Neal writes,

Thanks for bringing up the most interesting piece by Gerber and Malhotra and the Drum comment.

My own take is perhaps a bit less sinister but more worrisome than Drum’s interpretation of the results. The issue is how “tweaking” is interpreted. Imagine a preliminary analysis which shows a key variable to have a standard error as large as its coefficient (in a regression). Many people would simply stop analysis at that point. Now consider getting a coefficient one and a half times its standard error (or 1.6 times its standard error). We all know it is not hard at that point to try a few different specifications and find one that gives a magic p-value just under .05 and hence earning the magic star. But of course the magic star seems critical for publication.

Thus I think the problem is with journal editors and reviewers who love that magic star. And hence to authors who think that it matters whether t is 1.64 or 1.65. Journal editors could (and should) correct this.

When Political Analysis went quarterly we got it about a third right. Our instructions are:

“In most cases, the uncertainty of numerical estimates is better conveyed by confidence intervals or standard errors (or complete likelihood functions or posterior distributions), rather than by hypothesis tests and p-values. However, for those authors who wish to report “statistical significance,” statistics with probability levels of less than .001, .01, and .05 may be flagged with 3, 2, and 1 asterisks, respectively, with notes that they are significant at the given levels. Exact probability values may always be given. Political Analysis follows the conventional usage that the unmodified term “significant” implies statistical significance at the 5% level. Authors should not depart from this convention without good reason and without clearly indicating to readers the departure from convention.”
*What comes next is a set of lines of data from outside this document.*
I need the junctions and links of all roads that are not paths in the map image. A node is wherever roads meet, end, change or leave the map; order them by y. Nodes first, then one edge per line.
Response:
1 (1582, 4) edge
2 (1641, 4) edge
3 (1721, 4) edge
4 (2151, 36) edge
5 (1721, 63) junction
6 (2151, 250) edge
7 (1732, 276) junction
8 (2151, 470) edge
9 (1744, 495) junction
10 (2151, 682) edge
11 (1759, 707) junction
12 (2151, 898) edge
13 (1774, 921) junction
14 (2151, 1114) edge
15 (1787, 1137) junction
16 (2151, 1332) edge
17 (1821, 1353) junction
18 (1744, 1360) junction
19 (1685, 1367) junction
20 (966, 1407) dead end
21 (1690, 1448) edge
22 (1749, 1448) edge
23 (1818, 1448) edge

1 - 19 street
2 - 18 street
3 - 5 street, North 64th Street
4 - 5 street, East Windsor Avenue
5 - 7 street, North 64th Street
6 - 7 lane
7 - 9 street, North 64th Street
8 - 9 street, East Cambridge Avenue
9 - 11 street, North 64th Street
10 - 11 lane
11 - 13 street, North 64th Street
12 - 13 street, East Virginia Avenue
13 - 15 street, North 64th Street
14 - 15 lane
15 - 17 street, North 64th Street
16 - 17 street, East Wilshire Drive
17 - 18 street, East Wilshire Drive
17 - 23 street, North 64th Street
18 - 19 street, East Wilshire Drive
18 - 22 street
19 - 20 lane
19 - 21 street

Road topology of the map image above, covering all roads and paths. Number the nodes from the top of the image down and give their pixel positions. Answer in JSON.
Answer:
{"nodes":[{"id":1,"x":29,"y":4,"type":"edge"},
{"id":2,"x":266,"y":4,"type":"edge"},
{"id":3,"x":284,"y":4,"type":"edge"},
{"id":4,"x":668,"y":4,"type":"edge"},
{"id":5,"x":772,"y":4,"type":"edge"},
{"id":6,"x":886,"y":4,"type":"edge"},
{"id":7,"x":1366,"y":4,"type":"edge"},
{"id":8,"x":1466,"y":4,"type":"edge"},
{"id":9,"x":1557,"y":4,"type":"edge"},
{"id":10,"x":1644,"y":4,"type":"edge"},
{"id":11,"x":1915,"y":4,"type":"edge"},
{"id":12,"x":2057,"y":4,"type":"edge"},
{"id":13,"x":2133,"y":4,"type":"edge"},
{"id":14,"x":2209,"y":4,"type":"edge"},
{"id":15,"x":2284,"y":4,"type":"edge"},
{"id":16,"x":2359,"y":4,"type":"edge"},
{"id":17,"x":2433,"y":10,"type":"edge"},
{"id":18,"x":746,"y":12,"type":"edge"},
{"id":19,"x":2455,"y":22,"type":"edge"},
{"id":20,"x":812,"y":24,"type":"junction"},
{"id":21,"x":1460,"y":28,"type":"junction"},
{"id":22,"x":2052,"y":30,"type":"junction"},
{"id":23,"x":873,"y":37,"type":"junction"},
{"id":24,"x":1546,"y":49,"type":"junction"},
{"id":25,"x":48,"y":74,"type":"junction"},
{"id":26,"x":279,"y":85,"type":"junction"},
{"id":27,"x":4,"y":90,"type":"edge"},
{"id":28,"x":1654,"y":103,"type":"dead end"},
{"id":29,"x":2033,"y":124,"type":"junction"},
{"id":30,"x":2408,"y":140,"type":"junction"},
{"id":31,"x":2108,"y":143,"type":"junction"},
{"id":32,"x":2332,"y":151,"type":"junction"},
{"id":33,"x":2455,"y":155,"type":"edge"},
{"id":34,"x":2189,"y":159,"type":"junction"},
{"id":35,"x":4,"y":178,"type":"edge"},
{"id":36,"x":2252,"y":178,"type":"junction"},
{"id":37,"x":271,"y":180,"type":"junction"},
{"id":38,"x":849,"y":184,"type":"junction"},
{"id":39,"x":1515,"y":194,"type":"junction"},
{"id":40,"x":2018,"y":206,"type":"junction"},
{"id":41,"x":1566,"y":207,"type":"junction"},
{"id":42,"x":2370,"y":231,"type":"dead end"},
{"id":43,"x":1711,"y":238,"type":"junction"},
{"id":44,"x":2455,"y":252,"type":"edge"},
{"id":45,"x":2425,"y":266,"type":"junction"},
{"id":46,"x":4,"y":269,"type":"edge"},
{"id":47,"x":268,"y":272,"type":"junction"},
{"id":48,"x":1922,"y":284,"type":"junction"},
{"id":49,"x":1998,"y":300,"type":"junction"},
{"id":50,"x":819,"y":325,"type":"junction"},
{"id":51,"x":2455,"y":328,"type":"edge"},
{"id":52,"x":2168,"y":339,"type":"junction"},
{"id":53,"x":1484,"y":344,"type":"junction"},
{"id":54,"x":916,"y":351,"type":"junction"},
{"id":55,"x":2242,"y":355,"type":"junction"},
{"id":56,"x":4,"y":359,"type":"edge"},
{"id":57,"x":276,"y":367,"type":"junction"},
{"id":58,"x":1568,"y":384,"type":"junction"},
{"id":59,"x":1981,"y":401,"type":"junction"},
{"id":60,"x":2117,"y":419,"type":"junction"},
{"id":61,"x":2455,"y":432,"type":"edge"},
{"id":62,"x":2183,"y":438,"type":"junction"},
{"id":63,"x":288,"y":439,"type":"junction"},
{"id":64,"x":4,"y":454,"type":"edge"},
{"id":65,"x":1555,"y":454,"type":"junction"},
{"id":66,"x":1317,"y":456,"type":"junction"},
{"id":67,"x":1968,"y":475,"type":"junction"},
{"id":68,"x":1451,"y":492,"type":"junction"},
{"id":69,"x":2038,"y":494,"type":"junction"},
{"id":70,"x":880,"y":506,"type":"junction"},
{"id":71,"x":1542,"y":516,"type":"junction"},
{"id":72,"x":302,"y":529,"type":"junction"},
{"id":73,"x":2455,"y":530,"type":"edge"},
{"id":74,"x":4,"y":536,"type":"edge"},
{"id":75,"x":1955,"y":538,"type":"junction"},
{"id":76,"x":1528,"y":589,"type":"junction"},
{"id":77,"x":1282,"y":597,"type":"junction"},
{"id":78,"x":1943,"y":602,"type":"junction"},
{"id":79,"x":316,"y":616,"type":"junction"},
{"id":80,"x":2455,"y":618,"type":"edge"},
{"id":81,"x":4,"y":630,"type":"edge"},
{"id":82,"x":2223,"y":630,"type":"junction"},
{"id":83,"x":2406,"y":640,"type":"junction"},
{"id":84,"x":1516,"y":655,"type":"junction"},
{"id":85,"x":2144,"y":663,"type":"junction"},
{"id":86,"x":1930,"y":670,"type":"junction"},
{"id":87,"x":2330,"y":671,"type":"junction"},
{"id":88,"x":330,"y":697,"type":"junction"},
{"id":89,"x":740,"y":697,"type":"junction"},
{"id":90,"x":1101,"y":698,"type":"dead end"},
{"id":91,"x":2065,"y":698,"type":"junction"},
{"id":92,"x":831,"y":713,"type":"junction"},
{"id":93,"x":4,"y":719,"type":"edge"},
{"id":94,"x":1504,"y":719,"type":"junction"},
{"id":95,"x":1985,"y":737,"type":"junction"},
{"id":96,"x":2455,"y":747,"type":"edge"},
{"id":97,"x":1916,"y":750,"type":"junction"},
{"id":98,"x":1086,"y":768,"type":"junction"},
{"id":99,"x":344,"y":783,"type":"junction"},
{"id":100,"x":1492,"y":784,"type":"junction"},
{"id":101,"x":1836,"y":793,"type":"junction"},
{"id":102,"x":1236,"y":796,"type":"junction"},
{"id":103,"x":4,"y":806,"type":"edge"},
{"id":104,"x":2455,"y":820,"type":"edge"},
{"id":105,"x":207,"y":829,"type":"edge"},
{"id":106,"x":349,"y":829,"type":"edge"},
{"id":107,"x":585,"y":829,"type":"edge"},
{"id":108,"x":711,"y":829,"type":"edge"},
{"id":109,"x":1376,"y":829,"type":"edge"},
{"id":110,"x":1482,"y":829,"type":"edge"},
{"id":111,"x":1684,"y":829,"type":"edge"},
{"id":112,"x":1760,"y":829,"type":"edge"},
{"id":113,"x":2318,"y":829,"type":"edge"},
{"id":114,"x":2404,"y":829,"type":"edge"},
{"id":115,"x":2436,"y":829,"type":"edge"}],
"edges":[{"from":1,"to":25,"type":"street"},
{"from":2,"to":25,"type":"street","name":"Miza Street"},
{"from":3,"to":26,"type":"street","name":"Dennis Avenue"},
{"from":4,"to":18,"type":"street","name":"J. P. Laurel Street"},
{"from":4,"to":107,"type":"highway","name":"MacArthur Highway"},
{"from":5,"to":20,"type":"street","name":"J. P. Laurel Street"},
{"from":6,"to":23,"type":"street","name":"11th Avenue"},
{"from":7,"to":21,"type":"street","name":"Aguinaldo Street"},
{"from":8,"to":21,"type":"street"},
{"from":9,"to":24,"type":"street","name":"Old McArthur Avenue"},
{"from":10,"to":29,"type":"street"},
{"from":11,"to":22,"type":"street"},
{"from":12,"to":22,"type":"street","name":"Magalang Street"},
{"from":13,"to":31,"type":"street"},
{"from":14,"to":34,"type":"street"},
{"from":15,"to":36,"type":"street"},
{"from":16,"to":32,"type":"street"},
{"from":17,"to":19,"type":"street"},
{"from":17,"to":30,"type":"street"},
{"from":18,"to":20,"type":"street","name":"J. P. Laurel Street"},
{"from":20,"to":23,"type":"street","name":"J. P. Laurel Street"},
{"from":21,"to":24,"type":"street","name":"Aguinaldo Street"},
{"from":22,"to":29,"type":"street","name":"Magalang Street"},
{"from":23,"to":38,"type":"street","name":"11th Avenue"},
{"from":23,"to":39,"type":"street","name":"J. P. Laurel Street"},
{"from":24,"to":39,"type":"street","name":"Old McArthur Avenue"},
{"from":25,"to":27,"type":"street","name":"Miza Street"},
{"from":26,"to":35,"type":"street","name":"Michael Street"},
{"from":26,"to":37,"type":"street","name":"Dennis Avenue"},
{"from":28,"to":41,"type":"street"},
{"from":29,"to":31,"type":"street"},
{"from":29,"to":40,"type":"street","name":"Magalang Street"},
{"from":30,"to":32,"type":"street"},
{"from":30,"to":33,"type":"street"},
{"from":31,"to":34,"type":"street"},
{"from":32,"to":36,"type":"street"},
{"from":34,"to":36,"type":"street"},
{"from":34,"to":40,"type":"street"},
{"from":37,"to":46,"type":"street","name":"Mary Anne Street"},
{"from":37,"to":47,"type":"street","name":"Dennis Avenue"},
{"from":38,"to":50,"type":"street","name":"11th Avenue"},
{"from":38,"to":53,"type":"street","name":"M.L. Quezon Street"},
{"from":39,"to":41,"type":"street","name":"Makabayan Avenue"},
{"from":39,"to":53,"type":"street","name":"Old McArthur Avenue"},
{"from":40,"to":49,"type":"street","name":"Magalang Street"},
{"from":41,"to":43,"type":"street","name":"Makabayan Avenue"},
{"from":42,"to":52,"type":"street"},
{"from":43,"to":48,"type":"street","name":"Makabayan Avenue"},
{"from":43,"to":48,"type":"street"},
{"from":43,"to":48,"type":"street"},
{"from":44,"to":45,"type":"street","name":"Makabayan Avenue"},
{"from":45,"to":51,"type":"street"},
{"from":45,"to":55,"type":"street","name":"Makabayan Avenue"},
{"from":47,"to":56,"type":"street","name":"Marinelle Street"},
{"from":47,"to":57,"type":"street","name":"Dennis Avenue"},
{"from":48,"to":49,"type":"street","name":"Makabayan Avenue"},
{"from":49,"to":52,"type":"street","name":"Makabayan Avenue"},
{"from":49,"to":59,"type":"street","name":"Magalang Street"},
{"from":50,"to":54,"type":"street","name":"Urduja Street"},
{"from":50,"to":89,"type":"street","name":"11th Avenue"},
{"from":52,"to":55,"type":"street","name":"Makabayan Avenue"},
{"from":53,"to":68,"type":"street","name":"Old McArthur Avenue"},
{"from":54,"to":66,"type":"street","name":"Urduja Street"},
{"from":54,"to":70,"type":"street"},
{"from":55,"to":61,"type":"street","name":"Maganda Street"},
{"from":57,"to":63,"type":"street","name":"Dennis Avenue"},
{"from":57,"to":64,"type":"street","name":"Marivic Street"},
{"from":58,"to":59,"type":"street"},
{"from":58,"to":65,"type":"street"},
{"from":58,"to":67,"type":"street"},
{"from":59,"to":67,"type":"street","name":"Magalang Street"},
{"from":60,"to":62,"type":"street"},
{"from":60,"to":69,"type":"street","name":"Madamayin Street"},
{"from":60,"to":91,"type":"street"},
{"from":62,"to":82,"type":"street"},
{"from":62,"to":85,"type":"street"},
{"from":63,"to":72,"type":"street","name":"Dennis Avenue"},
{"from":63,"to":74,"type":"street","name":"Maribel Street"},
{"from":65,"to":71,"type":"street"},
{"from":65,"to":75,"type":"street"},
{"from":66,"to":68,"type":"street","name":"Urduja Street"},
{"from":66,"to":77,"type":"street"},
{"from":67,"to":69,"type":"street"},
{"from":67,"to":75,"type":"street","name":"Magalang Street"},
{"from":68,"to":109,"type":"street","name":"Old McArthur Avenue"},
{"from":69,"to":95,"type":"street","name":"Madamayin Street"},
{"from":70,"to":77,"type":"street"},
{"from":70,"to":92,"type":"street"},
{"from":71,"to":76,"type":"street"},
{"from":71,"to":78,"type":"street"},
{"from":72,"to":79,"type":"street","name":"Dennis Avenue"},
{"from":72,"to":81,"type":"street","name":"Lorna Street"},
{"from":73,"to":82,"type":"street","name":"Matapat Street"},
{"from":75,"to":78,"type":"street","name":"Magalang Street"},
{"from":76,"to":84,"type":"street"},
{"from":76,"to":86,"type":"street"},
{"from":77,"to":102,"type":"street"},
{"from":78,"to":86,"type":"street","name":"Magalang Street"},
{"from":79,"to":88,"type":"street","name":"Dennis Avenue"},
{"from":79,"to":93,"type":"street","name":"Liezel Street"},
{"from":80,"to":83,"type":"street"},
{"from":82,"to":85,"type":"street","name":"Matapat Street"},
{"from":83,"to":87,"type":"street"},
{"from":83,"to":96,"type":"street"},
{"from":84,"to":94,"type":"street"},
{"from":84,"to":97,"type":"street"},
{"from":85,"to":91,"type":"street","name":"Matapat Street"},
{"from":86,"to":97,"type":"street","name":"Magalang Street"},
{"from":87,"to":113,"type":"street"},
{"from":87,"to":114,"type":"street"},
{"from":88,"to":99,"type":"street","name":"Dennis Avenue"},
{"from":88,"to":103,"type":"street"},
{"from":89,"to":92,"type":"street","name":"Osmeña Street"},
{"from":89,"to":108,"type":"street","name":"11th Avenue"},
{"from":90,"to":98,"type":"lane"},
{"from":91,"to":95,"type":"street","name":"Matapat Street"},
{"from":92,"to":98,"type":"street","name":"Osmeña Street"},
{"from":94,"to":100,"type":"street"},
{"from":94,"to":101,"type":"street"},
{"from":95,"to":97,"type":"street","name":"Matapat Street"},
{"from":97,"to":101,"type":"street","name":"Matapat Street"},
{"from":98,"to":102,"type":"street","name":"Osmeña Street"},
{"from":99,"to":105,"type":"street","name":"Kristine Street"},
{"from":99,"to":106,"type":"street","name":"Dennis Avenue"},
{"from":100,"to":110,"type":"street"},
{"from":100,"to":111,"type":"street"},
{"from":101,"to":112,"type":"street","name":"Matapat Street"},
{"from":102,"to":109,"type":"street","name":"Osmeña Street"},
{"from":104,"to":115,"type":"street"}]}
Would that I had had the guts to drop “In most cases” and stop after the first sentence. And even better would have been to simply demand a confidence interval.

Most (of the few) people I talk with have no difficulty distinguishing “insignificant” from “equals zero,” but Jeff Gill in his “The Insignificance of Null Hypothesis Significance Testing” (Political Research Quarterly, 1999) has a lot of examples showing I do not talk with a random sample of political scientists. Has the world improved since 1999?

BTW, since you know my obsession with what Bayes can or cannot do to improve life, this whole issue, is in my mind, the big win for Bayesians. Anything that lets people not get excited or depressed depending on whether a CI (er HPD credible region) is (-.01,1.99) or (.01,2.01) has to be good.

My take on this: I basically agree. In many fields, you need that statistical significance–even if you have to try lots of tests to find it.

This is an interesting point, but isn't it just reframing the same problem? If one get a p-value of 1.60, then one could try to respecify and play around to get "significance." Asking things to be reported as confidence intervals doesn't really change incentives…

In the same case, I'd get a 95% confidence interval of, say, (-0.02,1.45) and I would play around to get (0.02,1.49). Right? I mean, we're all smart enough to know that "significance" means "zero is not in the 95% C.I." True, the change isn't as dramatic in the C.I. case, but aren't most empircists smart enough to realize that a p-value of 1.68 and a C.I. that looks like (0.02, 1.49) both mean "barely significant?"

If we're allowed to keep dreaming … Don Rubin suggested that to make observational studies more objective, researchers should fully specify the design, data collection, and analysis before seeing the outcome data. Journal editors could take this a step further and base publication decisions on the intro and methods sections before seeing the results.

Nothing said on Oct. 5 is wrong, but p values are misleading (sadly, in political science * means big, ** means quite big and *** means wow, whereas no star means zero). Clearly that is easy to translate in p-values with same level of sadness. CI's are in the units of interest and to my mind convey the information that is wanted. Clearly once you have an estimate and a standard error and the god of asympotic normality you can compute anything, and clearly people would probably continue to respecify until they got zero out of the CI.